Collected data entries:
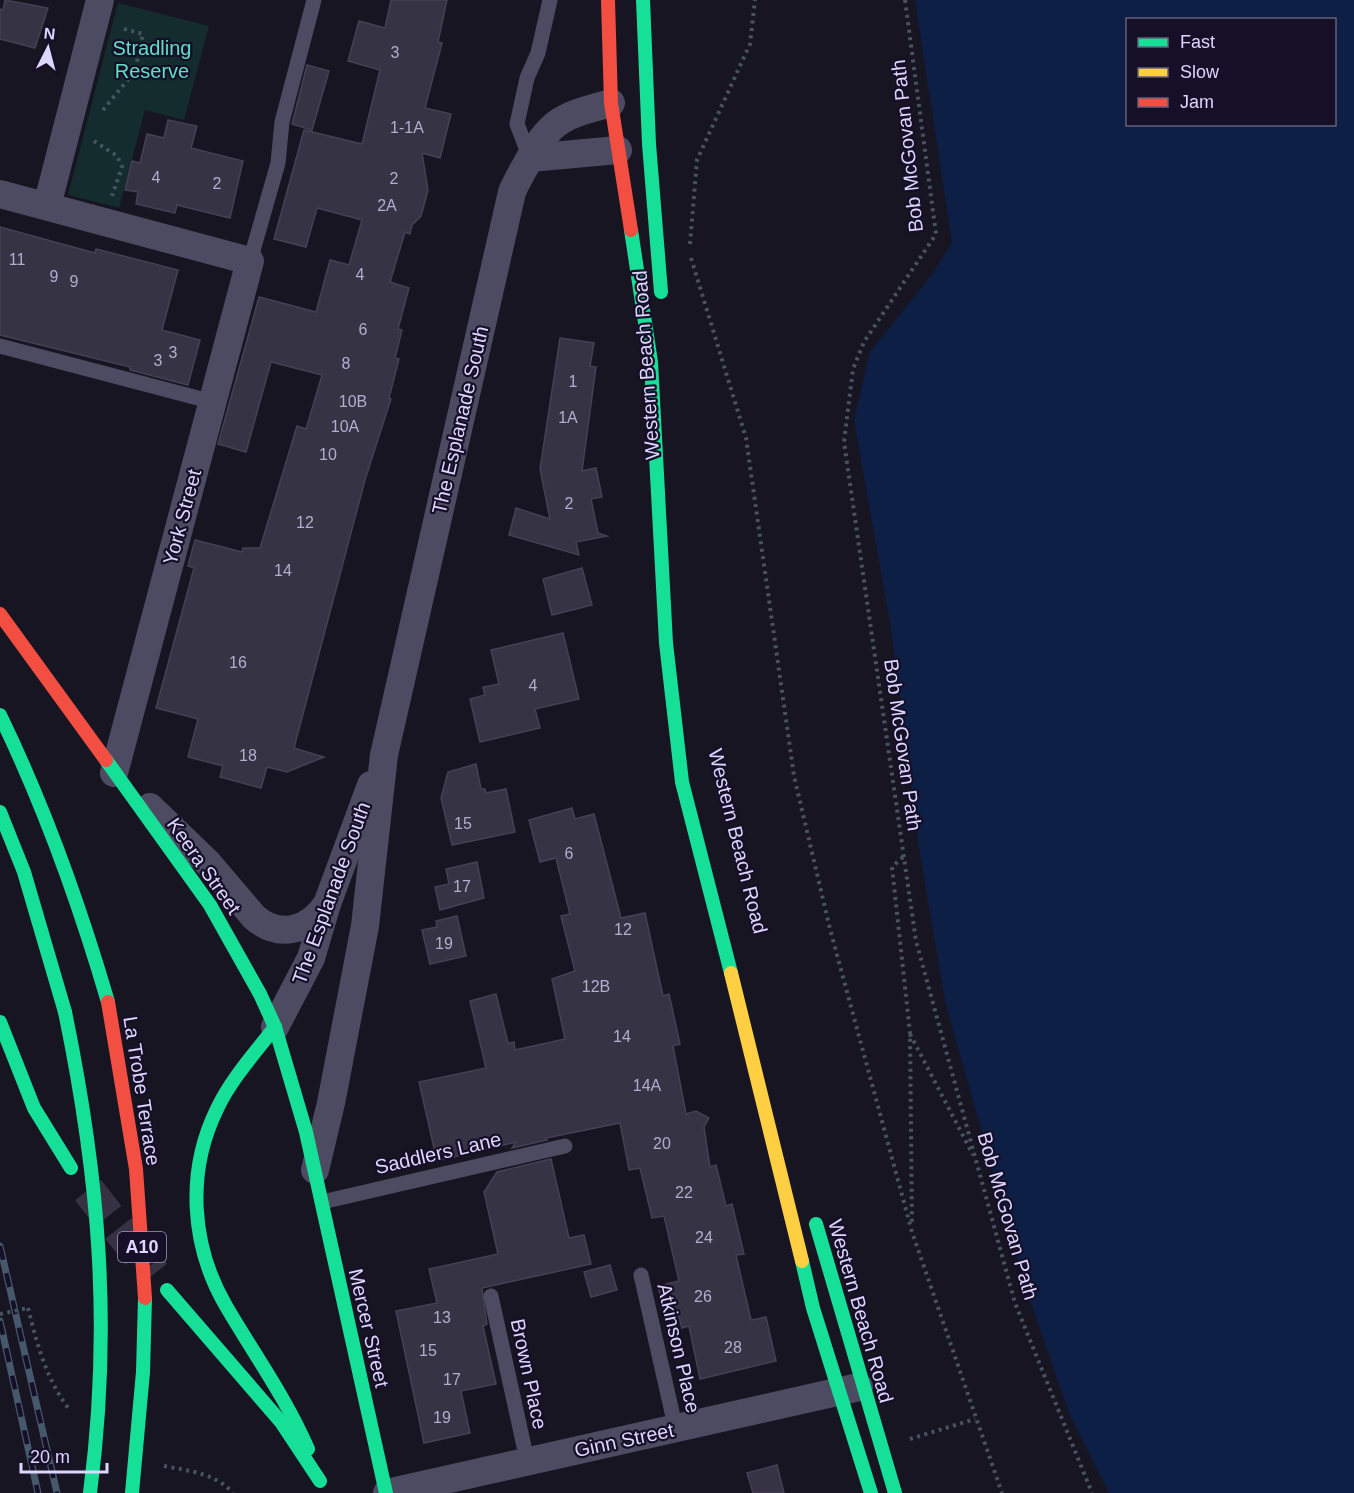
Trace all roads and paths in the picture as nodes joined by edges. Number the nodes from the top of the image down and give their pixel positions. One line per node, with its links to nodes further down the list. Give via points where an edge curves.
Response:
1 (100, 0): 16 (street)
2 (314, 0): 17 (lane, York Street, via 282,122 280,155)
3 (550, 0): 13 (lane, via 517,124)
4 (608, 0): 9 (main road)
5 (643, 0): 9 (main road)
6 (755, 0): 37 (path, via 750,44 698,160 690,253 746,438 794,776)
7 (905, 0): 26 (path, Bob McGovan Path, via 936,234 864,342 853,369 844,442)
8 (121, 28): 10 (path, via 143,34 135,71)
9 (629, 105): 12 (main road); 12 (main road); 13 (street, The Esplanade South, via 574,114 555,124 540,138)
10 (101, 112)
11 (93, 137): 15 (path, via 96,144 117,156 122,167 113,195)
12 (633, 147): 13 (street); 18 (main road, Western Beach Road); 43 (main road, Western Beach Road, via 651,362 666,643 682,782 783,1174 813,1308)
13 (530, 158): 23 (street, The Esplanade South, via 512,192)
14 (0, 194): 16 (street)
15 (104, 202)
16 (47, 207): 17 (street)
17 (250, 261): 20 (street, York Street)
18 (663, 311)
19 (0, 346): 20 (lane)
20 (213, 402): 24 (street, York Street)
21 (0, 614): 24 (main road, Keera Street)
22 (0, 715): 51 (main road, La Trobe Terrace / A10, bridge, via 46,815 87,928 108,1002 136,1170 141,1226 143,1371)
23 (384, 755): 27 (street, The Esplanade South); 34 (street, The Esplanade South, via 365,926)
24 (116, 775): 27 (street, via 183,837 261,924 274,930 294,929 313,920); 29 (main road, Keera Street, via 210,905)
25 (0, 812): 50 (main road, A10, bridge, via 24,872 65,1012 80,1078 95,1189 101,1265 101,1374)
26 (904, 857): 30 (path, via 892,867); 32 (path, Bob McGovan Path, via 916,941)
27 (327, 904): 29 (street, The Esplanade South, via 311,958)
28 (0, 1022): 33 (main road, via 34,1108)
29 (275, 1026): 34 (main road, Keera Street); 49 (main road, The Esplanade South, via 228,1089 210,1124 197,1179 196,1210 202,1246 216,1284 287,1400)
30 (910, 1034): 32 (path); 37 (path)
31 (565, 1146): 35 (lane, Saddlers Lane)
32 (977, 1163): 57 (path, Bob McGovan Path, via 1016,1303)
33 (71, 1168)
34 (315, 1170): 35 (main road, Mercer Street)
35 (322, 1202): 53 (main road, Mercer Street)
36 (814, 1216): 43 (main road, Western Beach Road)
37 (912, 1232): 44 (path)
38 (640, 1275): 45 (lane, Atkinson Place)
39 (167, 1290): 49 (main road, via 281,1422)
40 (491, 1296): 47 (lane, Brown Place)
41 (28, 1308): 42 (path, bridge)
42 (0, 1314)
43 (849, 1390): 45 (street, Ginn Street); 46 (main road, Western Beach Road); 54 (main road, Western Beach Road)
44 (975, 1419): 46 (path); 56 (path)
45 (676, 1430): 47 (street, Ginn Street)
46 (880, 1448): 55 (main road, Western Beach Road)
47 (527, 1460): 53 (street, Ginn Street)
48 (157, 1464): 52 (path, via 209,1476)
49 (322, 1487)
50 (90, 1493)
51 (132, 1493)
52 (233, 1493)
53 (386, 1493)
54 (871, 1493)
55 (895, 1493)
56 (1002, 1493)
57 (1092, 1493)

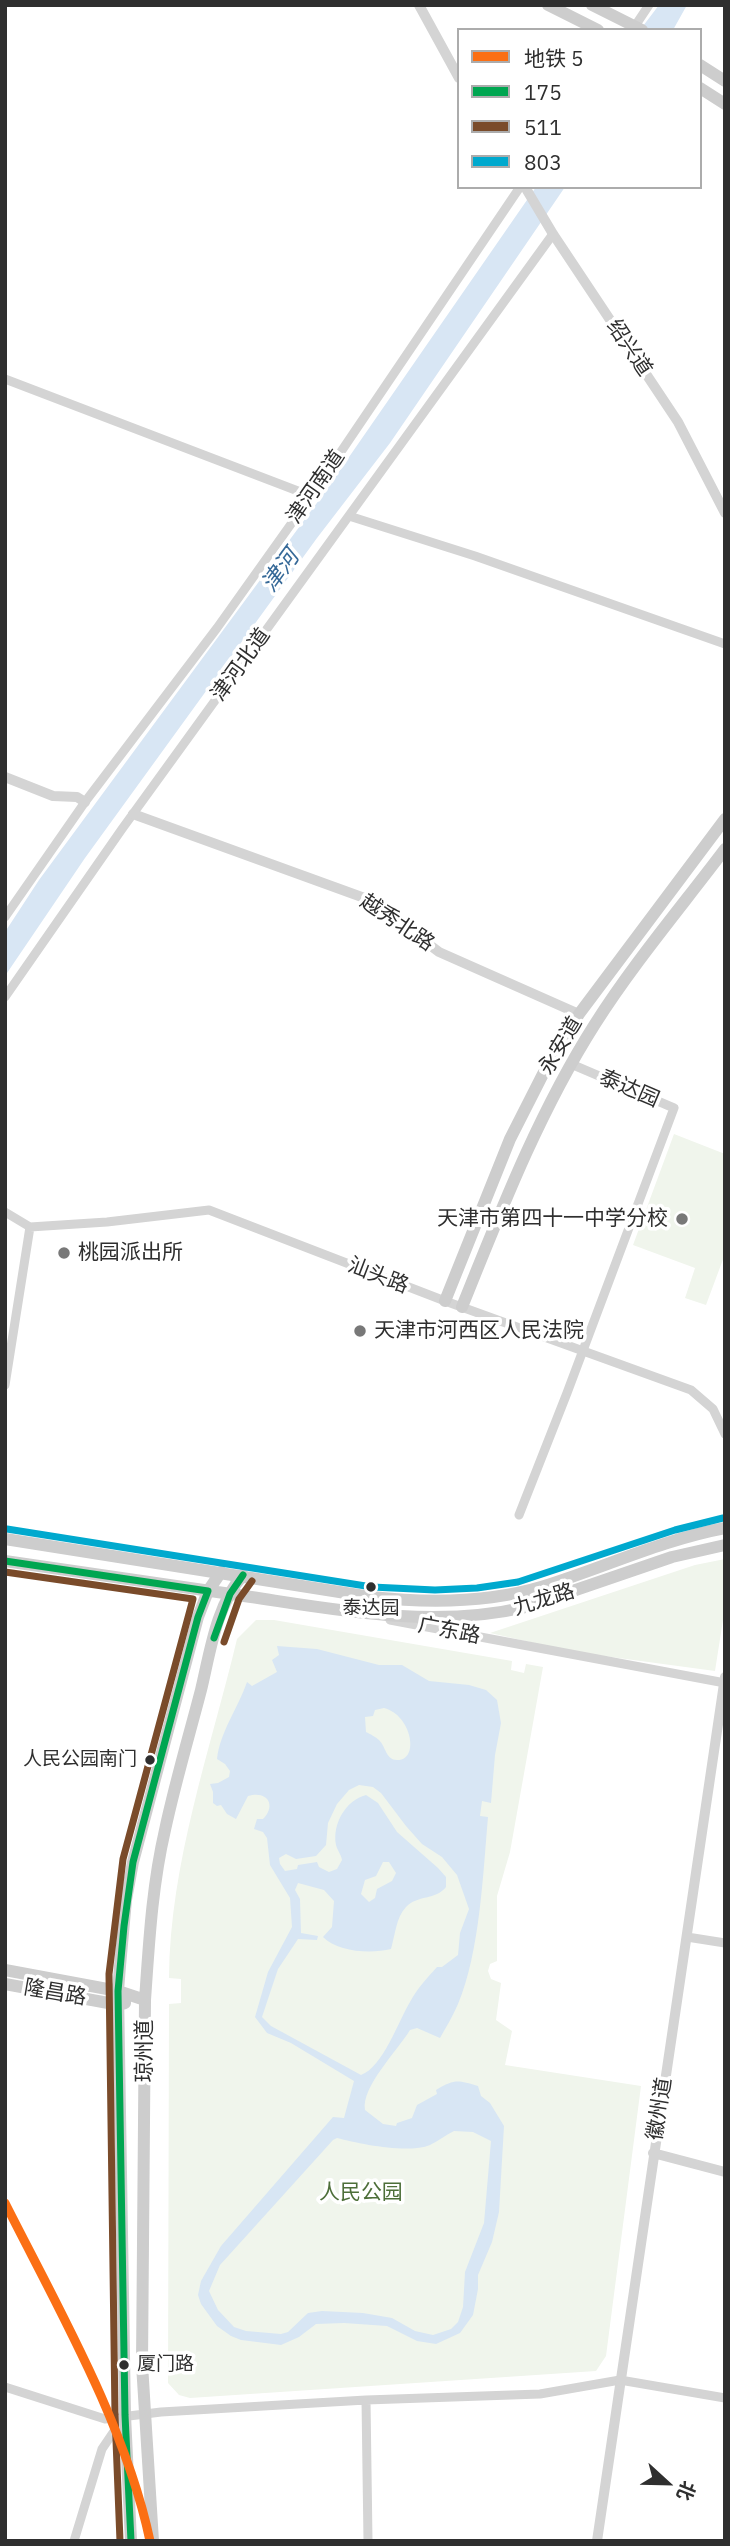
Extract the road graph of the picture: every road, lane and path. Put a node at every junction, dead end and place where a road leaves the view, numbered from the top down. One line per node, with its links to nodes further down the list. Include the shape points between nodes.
1 (419, 5): 8 (street)
2 (548, 5): 5 (main road)
3 (592, 5): 6 (main road)
4 (649, 5): 6 (street)
5 (594, 28)
6 (638, 28)
7 (702, 66): 9 (main road)
8 (457, 74)
9 (725, 81)
10 (702, 89): 11 (main road)
11 (725, 104)
12 (519, 189): 16 (street, 津河南道)
13 (526, 189): 14 (street, 绍兴道)
14 (553, 234): 17 (street, 绍兴道, via 678,422); 18 (street, 津河北道)
15 (5, 379): 16 (street)
16 (311, 496): 21 (street, 津河南道)
17 (725, 513)
18 (349, 516): 19 (street); 22 (street, 津河北道)
19 (725, 644)
20 (5, 777): 21 (street, via 53,796 78,797)
21 (89, 805): 25 (street, 津河南道)
22 (133, 814): 26 (street, 津河北道); 27 (street, 越秀北路, via 370,900 439,952)
23 (725, 818): 27 (main road, 永安道)
24 (725, 849): 28 (main road, 永安道, via 596,1023)
25 (5, 917)
26 (5, 997)
27 (579, 1014): 31 (main road, 永安道, via 510,1139)
28 (571, 1064): 32 (main road, 永安道, via 502,1206); 33 (street, 泰达园, via 674,1108)
29 (5, 1212): 30 (street)
30 (30, 1227): 31 (street, 汕头路, via 209,1210); 34 (street)
31 (445, 1301): 32 (street, 汕头路)
32 (462, 1307): 33 (street, 汕头路)
33 (582, 1350): 35 (street, 汕头路, via 691,1390 713,1409); 36 (street, 泰达园)
34 (5, 1385)
35 (725, 1434)
36 (519, 1515)
37 (725, 1528): 42 (main road, 九龙路, via 514,1594 427,1601 371,1597)
38 (5, 1539): 41 (main road)
39 (725, 1545): 45 (main road, 九龙路, via 507,1612 424,1617)
40 (5, 1561): 43 (main road, 广东路)
41 (221, 1572): 42 (main road); 43 (main road)
42 (243, 1575): 44 (main road, 琼州道)
43 (208, 1591): 44 (main road, 广东路); 52 (main road, 琼州道, via 132,1862)
44 (230, 1594): 45 (main road, 广东路); 53 (main road, 琼州道, via 218,1622 164,1832 153,1898)
45 (357, 1614): 47 (street, 广东路)
46 (725, 1677): 47 (street, 徽州道)
47 (724, 1683): 48 (street, 徽州道)
48 (687, 1937): 49 (street); 55 (street, 徽州道)
49 (725, 1943)
50 (5, 1970): 52 (main road)
51 (5, 1984): 54 (main road, 隆昌路)
52 (118, 1991): 53 (main road); 54 (main road, 琼州道)
53 (145, 2000): 54 (main road, 隆昌路); 61 (main road, 琼州道)
54 (119, 2005): 62 (main road, 琼州道)
55 (653, 2153): 56 (street); 57 (street, 徽州道)
56 (725, 2172)
57 (620, 2380): 59 (street); 60 (street, via 540,2394); 67 (street, 徽州道)
58 (5, 2387): 62 (street, via 104,2419)
59 (725, 2398)
60 (366, 2400): 61 (street); 66 (street)
61 (144, 2413): 62 (street); 65 (main road, 琼州道)
62 (125, 2414): 63 (street, via 99,2456); 64 (main road, 琼州道)
63 (74, 2541)
64 (131, 2541)
65 (153, 2541)
66 (368, 2541)
67 (597, 2541)

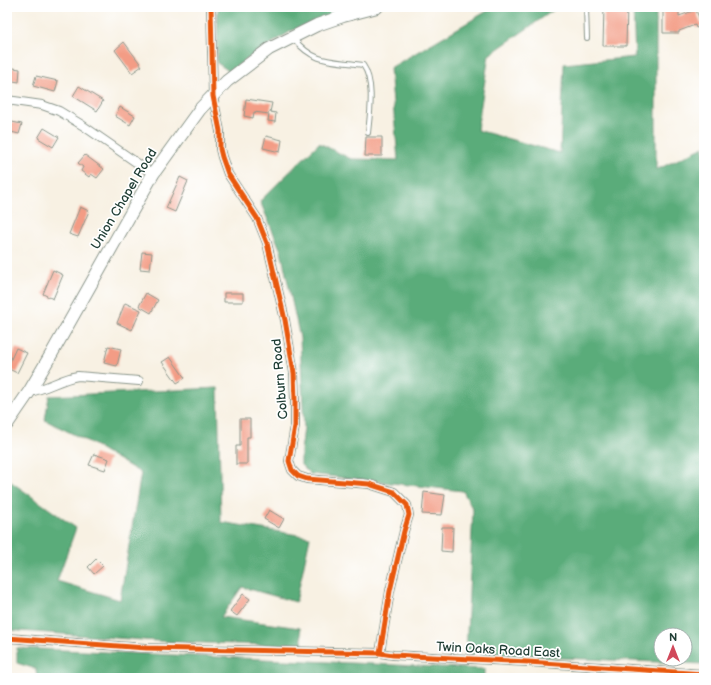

Exercise prompt:
Write out each entry exactly; any pictures stay out of the copy.

Output of the exercise:
Trace all roads and paths in the picture as nodes joined by edges. Number the nodes from the top of the image down and give their pixel positions. One line per node, with its links to nodes further down the list. Give via points where an edge curves.
Response:
1 (100, 0): 16 (street)
2 (314, 0): 17 (lane, York Street, via 282,122 280,155)
3 (550, 0): 13 (lane, via 517,124)
4 (608, 0): 9 (main road)
5 (643, 0): 9 (main road)
6 (755, 0): 37 (path, via 750,44 698,160 690,253 746,438 794,776)
7 (905, 0): 26 (path, Bob McGovan Path, via 936,234 864,342 853,369 844,442)
8 (121, 28): 10 (path, via 143,34 135,71)
9 (629, 105): 12 (main road); 12 (main road); 13 (street, The Esplanade South, via 574,114 555,124 540,138)
10 (101, 112)
11 (93, 137): 15 (path, via 96,144 117,156 122,167 113,195)
12 (633, 147): 13 (street); 18 (main road, Western Beach Road); 43 (main road, Western Beach Road, via 651,362 666,643 682,782 783,1174 813,1308)
13 (530, 158): 23 (street, The Esplanade South, via 512,192)
14 (0, 194): 16 (street)
15 (104, 202)
16 (47, 207): 17 (street)
17 (250, 261): 20 (street, York Street)
18 (663, 311)
19 (0, 346): 20 (lane)
20 (213, 402): 24 (street, York Street)
21 (0, 614): 24 (main road, Keera Street)
22 (0, 715): 51 (main road, La Trobe Terrace / A10, bridge, via 46,815 87,928 108,1002 136,1170 141,1226 143,1371)
23 (384, 755): 27 (street, The Esplanade South); 34 (street, The Esplanade South, via 365,926)
24 (116, 775): 27 (street, via 183,837 261,924 274,930 294,929 313,920); 29 (main road, Keera Street, via 210,905)
25 (0, 812): 50 (main road, A10, bridge, via 24,872 65,1012 80,1078 95,1189 101,1265 101,1374)
26 (904, 857): 30 (path, via 892,867); 32 (path, Bob McGovan Path, via 916,941)
27 (327, 904): 29 (street, The Esplanade South, via 311,958)
28 (0, 1022): 33 (main road, via 34,1108)
29 (275, 1026): 34 (main road, Keera Street); 49 (main road, The Esplanade South, via 228,1089 210,1124 197,1179 196,1210 202,1246 216,1284 287,1400)
30 (910, 1034): 32 (path); 37 (path)
31 (565, 1146): 35 (lane, Saddlers Lane)
32 (977, 1163): 57 (path, Bob McGovan Path, via 1016,1303)
33 (71, 1168)
34 (315, 1170): 35 (main road, Mercer Street)
35 (322, 1202): 53 (main road, Mercer Street)
36 (814, 1216): 43 (main road, Western Beach Road)
37 (912, 1232): 44 (path)
38 (640, 1275): 45 (lane, Atkinson Place)
39 (167, 1290): 49 (main road, via 281,1422)
40 (491, 1296): 47 (lane, Brown Place)
41 (28, 1308): 42 (path, bridge)
42 (0, 1314)
43 (849, 1390): 45 (street, Ginn Street); 46 (main road, Western Beach Road); 54 (main road, Western Beach Road)
44 (975, 1419): 46 (path); 56 (path)
45 (676, 1430): 47 (street, Ginn Street)
46 (880, 1448): 55 (main road, Western Beach Road)
47 (527, 1460): 53 (street, Ginn Street)
48 (157, 1464): 52 (path, via 209,1476)
49 (322, 1487)
50 (90, 1493)
51 (132, 1493)
52 (233, 1493)
53 (386, 1493)
54 (871, 1493)
55 (895, 1493)
56 (1002, 1493)
57 (1092, 1493)

Extract the road graph of the picture: every road, lane and path. Put a node at every junction, dead end and place where a road leaves the view, numbered from the top down. One line per node, with its links to nodes further down the list. Include the shape points between nodes.
1 (419, 5): 8 (street)
2 (548, 5): 5 (main road)
3 (592, 5): 6 (main road)
4 (649, 5): 6 (street)
5 (594, 28)
6 (638, 28)
7 (702, 66): 9 (main road)
8 (457, 74)
9 (725, 81)
10 (702, 89): 11 (main road)
11 (725, 104)
12 (519, 189): 16 (street, 津河南道)
13 (526, 189): 14 (street, 绍兴道)
14 (553, 234): 17 (street, 绍兴道, via 678,422); 18 (street, 津河北道)
15 (5, 379): 16 (street)
16 (311, 496): 21 (street, 津河南道)
17 (725, 513)
18 (349, 516): 19 (street); 22 (street, 津河北道)
19 (725, 644)
20 (5, 777): 21 (street, via 53,796 78,797)
21 (89, 805): 25 (street, 津河南道)
22 (133, 814): 26 (street, 津河北道); 27 (street, 越秀北路, via 370,900 439,952)
23 (725, 818): 27 (main road, 永安道)
24 (725, 849): 28 (main road, 永安道, via 596,1023)
25 (5, 917)
26 (5, 997)
27 (579, 1014): 31 (main road, 永安道, via 510,1139)
28 (571, 1064): 32 (main road, 永安道, via 502,1206); 33 (street, 泰达园, via 674,1108)
29 (5, 1212): 30 (street)
30 (30, 1227): 31 (street, 汕头路, via 209,1210); 34 (street)
31 (445, 1301): 32 (street, 汕头路)
32 (462, 1307): 33 (street, 汕头路)
33 (582, 1350): 35 (street, 汕头路, via 691,1390 713,1409); 36 (street, 泰达园)
34 (5, 1385)
35 (725, 1434)
36 (519, 1515)
37 (725, 1528): 42 (main road, 九龙路, via 514,1594 427,1601 371,1597)
38 (5, 1539): 41 (main road)
39 (725, 1545): 45 (main road, 九龙路, via 507,1612 424,1617)
40 (5, 1561): 43 (main road, 广东路)
41 (221, 1572): 42 (main road); 43 (main road)
42 (243, 1575): 44 (main road, 琼州道)
43 (208, 1591): 44 (main road, 广东路); 52 (main road, 琼州道, via 132,1862)
44 (230, 1594): 45 (main road, 广东路); 53 (main road, 琼州道, via 218,1622 164,1832 153,1898)
45 (357, 1614): 47 (street, 广东路)
46 (725, 1677): 47 (street, 徽州道)
47 (724, 1683): 48 (street, 徽州道)
48 (687, 1937): 49 (street); 55 (street, 徽州道)
49 (725, 1943)
50 (5, 1970): 52 (main road)
51 (5, 1984): 54 (main road, 隆昌路)
52 (118, 1991): 53 (main road); 54 (main road, 琼州道)
53 (145, 2000): 54 (main road, 隆昌路); 61 (main road, 琼州道)
54 (119, 2005): 62 (main road, 琼州道)
55 (653, 2153): 56 (street); 57 (street, 徽州道)
56 (725, 2172)
57 (620, 2380): 59 (street); 60 (street, via 540,2394); 67 (street, 徽州道)
58 (5, 2387): 62 (street, via 104,2419)
59 (725, 2398)
60 (366, 2400): 61 (street); 66 (street)
61 (144, 2413): 62 (street); 65 (main road, 琼州道)
62 (125, 2414): 63 (street, via 99,2456); 64 (main road, 琼州道)
63 (74, 2541)
64 (131, 2541)
65 (153, 2541)
66 (368, 2541)
67 (597, 2541)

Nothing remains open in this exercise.